Recovery1 is in neighboring Pierce County. It undergoes regular inspections and provides documentation in order to maintain its status as a certified facility for King County. Recovery1 recycles as much material as it can from the loads it receives from King County, or it owes that county a fee for any materials that end up at the landfill, including alternative daily cover.

Gillis says he will take C&D debris from anywhere as long as it meets the company’s specifications, which, on the demolition side, are rigorous. Recovery1 requires documentation that the building was inspected and abated. He says he wants to make sure no lead-based paint or asbestos enters the facility.


While volumes are healthy, finding end markets for materials can be challenging. Gillis recalls when Recovery1 first opened in the mid-1990s, about 25 to 30 paper mills were operating in western Washington. “That number has just diminished,” Gillis says.

Luckily for Recovery1, WestRock operates a linerboard mill nearby and is hungry for C&D wood for use as boiler fuel to create steam for its processes. The cardboard Recovery1 receives also goes to the WestRock plant, which uses it to make new products.

Recovery1 also handles gypsum wallboard. The company has a proprietary process for processing it. The company is selective about how much gypsum it allows into the facility. According to Gillis, it all depends on how much it can ship out.

“Getting it in the door is easy,” he says of C&D debris. The Pacific Northwest region is one of those in the country that can charge as much as 50 percent less than landfills. The problem is if the facility can’t recycle the materials, then they are the ones paying the $150 tipping fees at the landfills. “We try to make sure what comes in gets recycled and goes out as value,” Gillis says.

Recovery1 bales and sells rigid plastics, film plastics and polyvinyl chloride (PVC) siding and fencing (no pipe). Ferrous and nonferrous metals and concrete are separated out and taken to dedicated facilities for processing. Gillis says Recovery1 is filling about one 40-yard roll-off container per day of ferrous metals. Red metals are far less in volume due to the nature of the construction loads the company receives.

Recovery1 opened a dedicated carpet recycling facility, but fiber prices have dropped nearly 60 percent since the facility opened in 2016. Gillis says the company is trying to generate more markets for the offtakes of the process the company took several years to develop.
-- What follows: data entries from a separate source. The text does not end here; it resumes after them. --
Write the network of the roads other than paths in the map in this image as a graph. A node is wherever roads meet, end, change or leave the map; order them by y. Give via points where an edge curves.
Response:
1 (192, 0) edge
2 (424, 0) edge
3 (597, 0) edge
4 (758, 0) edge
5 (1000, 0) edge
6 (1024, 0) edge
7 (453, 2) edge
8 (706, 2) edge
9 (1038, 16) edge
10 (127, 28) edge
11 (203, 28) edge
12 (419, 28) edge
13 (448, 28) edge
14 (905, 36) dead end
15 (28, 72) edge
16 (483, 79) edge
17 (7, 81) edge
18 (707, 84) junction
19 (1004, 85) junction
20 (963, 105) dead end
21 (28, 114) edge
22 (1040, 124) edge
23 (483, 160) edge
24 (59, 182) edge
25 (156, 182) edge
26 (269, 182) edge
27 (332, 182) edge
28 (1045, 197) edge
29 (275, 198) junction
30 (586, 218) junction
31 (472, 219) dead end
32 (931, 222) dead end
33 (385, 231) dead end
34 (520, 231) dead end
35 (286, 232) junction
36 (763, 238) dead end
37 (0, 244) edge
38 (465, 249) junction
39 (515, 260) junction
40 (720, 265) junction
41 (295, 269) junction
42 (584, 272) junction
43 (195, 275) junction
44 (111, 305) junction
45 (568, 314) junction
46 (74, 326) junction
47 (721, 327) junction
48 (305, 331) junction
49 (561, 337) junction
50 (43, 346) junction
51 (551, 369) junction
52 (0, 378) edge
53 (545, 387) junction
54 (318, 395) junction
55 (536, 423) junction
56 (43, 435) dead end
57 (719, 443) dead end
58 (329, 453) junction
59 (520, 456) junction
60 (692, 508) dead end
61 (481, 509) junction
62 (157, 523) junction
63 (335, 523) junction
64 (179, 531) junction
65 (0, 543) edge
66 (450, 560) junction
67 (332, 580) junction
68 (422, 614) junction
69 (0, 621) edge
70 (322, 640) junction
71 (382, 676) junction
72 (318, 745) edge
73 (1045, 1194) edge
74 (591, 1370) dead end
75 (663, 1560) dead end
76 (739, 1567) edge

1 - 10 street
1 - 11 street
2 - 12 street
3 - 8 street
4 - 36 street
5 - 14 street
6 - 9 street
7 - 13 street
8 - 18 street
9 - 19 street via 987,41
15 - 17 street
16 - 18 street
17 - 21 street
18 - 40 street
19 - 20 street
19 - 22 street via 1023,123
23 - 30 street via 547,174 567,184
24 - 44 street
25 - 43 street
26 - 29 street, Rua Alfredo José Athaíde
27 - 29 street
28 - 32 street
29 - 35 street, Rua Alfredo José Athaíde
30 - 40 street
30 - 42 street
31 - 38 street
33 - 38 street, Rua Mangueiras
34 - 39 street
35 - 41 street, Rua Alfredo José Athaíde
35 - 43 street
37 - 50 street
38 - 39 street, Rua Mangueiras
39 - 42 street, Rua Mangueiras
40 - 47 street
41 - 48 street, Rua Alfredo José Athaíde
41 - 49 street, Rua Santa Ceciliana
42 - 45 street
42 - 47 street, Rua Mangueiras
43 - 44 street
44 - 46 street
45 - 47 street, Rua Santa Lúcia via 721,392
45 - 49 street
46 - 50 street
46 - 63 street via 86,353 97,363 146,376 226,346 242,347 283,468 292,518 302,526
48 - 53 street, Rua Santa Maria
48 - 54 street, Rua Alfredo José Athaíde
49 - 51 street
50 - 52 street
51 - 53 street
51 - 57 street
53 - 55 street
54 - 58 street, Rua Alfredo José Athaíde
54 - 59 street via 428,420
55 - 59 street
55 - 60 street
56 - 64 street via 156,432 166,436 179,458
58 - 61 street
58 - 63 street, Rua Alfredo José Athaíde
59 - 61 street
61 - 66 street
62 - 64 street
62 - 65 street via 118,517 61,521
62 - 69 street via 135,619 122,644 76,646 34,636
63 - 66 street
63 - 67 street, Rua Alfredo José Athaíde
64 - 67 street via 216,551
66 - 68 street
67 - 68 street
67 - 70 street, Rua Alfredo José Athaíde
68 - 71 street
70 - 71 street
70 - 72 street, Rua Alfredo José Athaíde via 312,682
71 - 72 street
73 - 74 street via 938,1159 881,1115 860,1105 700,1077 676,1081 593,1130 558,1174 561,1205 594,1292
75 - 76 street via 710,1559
“We are just now to the point where we are handing a pretty steady flow,” Gillis says. But now, he says company will have to idle the facility until a market can be found.


Portland has a similar ordinance requiring C&D debris recycling at certified facilities. In July 2016 it went a step further by adopting an ordinance requiring full deconstruction on demolition permits if the structure was built in 1916 or earlier or is a designated historic resource.
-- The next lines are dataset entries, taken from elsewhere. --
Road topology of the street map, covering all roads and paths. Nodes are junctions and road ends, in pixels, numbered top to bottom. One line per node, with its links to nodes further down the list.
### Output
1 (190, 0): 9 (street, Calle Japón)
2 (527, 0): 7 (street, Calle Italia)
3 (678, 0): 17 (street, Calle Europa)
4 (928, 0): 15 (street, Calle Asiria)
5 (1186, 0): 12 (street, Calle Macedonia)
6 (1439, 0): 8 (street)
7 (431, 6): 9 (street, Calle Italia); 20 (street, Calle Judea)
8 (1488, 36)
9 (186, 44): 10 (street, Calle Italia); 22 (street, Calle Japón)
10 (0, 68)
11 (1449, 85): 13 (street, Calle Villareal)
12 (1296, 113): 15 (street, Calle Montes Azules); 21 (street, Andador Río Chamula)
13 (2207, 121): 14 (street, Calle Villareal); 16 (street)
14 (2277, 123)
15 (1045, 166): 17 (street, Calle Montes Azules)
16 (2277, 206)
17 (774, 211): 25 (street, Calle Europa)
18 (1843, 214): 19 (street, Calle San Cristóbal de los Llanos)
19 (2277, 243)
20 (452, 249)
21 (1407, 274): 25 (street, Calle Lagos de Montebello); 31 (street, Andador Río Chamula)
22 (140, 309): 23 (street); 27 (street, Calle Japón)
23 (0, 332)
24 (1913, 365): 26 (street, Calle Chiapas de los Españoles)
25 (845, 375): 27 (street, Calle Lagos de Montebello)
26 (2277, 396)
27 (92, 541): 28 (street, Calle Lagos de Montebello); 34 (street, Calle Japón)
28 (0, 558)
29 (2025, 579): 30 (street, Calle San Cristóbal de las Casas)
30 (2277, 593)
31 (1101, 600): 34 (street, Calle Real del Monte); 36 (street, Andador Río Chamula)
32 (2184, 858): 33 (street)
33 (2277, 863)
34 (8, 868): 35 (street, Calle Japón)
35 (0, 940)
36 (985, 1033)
The ordinance applies to an estimated 33 percent of single-family housing demolitions. The city also estimates 4,000 tons of materials will be diverted from the program annually.

Portland also has felt the effects of the declining paper industry on its C&D wood. The problem got so bad in late 2015, when WestRock idled the former SP Fiber Technologies paper mill in Newberg, Oregon, that it rescinded its landfill ban on the material. That mill burned 350 tons of the Portland region’s wood scrap daily.

The moral to the story, as Gillis points out, is end markets do not always support the desire to recover materials. “The key to this thing is, was and always will be markets, markets, markets.”